Je porte ma main devant mes yeux et la tristesse se mêle à la colère. Deux fines larmes s'écoulent de mes yeux, j'essuie mes joues d'un revers de la main et parle d'une plus petite voix.
-Je suis navrée les gars… Pardon de ne pas avoir été là… mais la prochaine fois que vous avez des problèmes avec qui que ce soit, parlez en moi ! Je suis qui pour vous ? Vous avez donc si peu confiance en moi… ?
Voyant mon état, ils se lèvent tous brusquement et se rapprochent.
-Non Cap'taine !
-C'est nous qui sommes désolés…
-C'est juste qu'on ne voulait pas vous attirer de problème !
Ils sont maladroits…
-Ouais c'est vrai ! Vous avez fait tellement pour nous déjà, alors que nous ne faisons qu'être un poids mort pour votre carrière.
Je soupire, c'est donc ce qu'ils pensent ?
-Vous êtes des imbéciles, sérieusement… c'est ma façon d'être qui freine ma carrière. Ce n'est pas simplement vous… et puis, je porte ma main au wakizashi à ma taille, j'avais déjà fait la rencontre d'un pirate et me suis même liée d'amitié avec lui avant même de vous rencontrer.
D'un seul coup, ils ne disent plus rien.
-Et puis… vous êtes tous très chers pour moi… chacun d'entre vous m'est précieux. Je ne supporterais pas de vous perdre ! Comment avez-vous pu vouloir me laisser dans le mensonge ?! Ma voix devient bien moins assurée et plus aiguë. Suis-je donc si peu fiable ? Peut-être que... je ne mérite pas votre confiance.
-SI !
La réponse était unanime et toutes leurs voix ont sonné à l'unisson.
-Hum…
Bien qu'ils m'aient contredit, je ne suis pas convaincue.
-On s'excuse Cap'taine…
-On n'est que des imbéciles ! On aurait dû vous en parler tout de suite !
-Pardonnez nous, on ne le refera plus.
-Vous le pensez vraiment ?
-OUI !
-Puis-je vraiment vous faire confiance pour ça… ?
Ils resserrent les rangs et une main se pose sur mon épaule.
-OUI !
L'un d'entre eux élève la voix pour tous.
-Vous avez notre parole d'homme !
-Alors cette fois, dites-moi ce qu'il s'est passé.

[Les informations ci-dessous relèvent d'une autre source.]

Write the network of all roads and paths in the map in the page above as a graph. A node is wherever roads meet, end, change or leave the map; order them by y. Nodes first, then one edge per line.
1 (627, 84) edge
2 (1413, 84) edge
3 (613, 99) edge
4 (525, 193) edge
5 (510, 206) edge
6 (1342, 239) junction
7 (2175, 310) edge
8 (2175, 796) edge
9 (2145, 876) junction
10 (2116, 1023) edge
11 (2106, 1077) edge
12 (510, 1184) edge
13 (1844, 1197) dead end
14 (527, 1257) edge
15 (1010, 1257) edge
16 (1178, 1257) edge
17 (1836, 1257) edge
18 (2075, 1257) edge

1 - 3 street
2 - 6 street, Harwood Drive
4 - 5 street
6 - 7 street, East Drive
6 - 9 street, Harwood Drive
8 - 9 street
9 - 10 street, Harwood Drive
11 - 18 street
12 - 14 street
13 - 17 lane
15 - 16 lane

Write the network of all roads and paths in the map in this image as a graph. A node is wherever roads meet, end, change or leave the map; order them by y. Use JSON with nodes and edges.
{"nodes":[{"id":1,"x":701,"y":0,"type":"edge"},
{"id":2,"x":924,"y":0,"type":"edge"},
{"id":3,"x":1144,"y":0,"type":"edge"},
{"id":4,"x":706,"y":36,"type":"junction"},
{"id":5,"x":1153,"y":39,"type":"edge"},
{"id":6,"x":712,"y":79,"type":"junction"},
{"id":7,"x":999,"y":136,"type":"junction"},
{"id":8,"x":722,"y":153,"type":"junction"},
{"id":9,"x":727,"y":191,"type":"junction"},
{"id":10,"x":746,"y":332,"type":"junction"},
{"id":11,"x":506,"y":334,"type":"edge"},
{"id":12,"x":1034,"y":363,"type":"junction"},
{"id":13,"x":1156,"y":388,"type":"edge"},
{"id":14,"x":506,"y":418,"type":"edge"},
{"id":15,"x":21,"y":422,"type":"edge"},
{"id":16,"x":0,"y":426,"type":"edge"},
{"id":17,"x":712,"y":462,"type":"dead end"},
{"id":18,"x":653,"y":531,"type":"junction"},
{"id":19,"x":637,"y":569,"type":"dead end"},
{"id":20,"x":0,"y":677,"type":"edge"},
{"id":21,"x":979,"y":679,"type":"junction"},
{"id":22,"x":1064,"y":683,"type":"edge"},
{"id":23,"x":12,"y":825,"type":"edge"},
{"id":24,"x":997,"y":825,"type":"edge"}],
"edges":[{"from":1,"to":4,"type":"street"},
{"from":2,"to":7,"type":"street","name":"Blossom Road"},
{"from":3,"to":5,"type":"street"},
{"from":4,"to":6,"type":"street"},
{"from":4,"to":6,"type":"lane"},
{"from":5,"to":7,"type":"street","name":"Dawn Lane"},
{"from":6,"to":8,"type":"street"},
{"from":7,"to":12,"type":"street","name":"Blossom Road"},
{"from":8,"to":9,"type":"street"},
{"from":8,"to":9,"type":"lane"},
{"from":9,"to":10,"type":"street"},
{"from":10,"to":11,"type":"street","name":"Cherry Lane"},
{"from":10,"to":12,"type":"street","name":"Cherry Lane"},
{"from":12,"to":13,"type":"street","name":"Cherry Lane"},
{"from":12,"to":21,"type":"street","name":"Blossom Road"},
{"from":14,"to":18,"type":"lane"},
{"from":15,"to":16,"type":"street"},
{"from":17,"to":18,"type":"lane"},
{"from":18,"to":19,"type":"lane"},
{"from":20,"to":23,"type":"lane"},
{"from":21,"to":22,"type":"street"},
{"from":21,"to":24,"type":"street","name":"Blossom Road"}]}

Leurs visages s'assombrissent. Toutefois ils passent outre et m'expliquent ce qu'il s'est passé. Les deux versions que j'ai entendues coïncident et lors de leurs récits des événements passées, ma colère revient au galop.
-Ok. Tout le monde sur le pont, il n'est pas question que vous vous enfermiez. Ils vont comprendre à qui ils ont affaire… et de quel bois je me chauffe.
À suivre…
(1) potes buveurs : voir chapitre précédent.
(2) Onna : femme
(3) Fenêtres à battant : elles s'ouvrent par le haut ou le bas, pas comme les traditionnelles.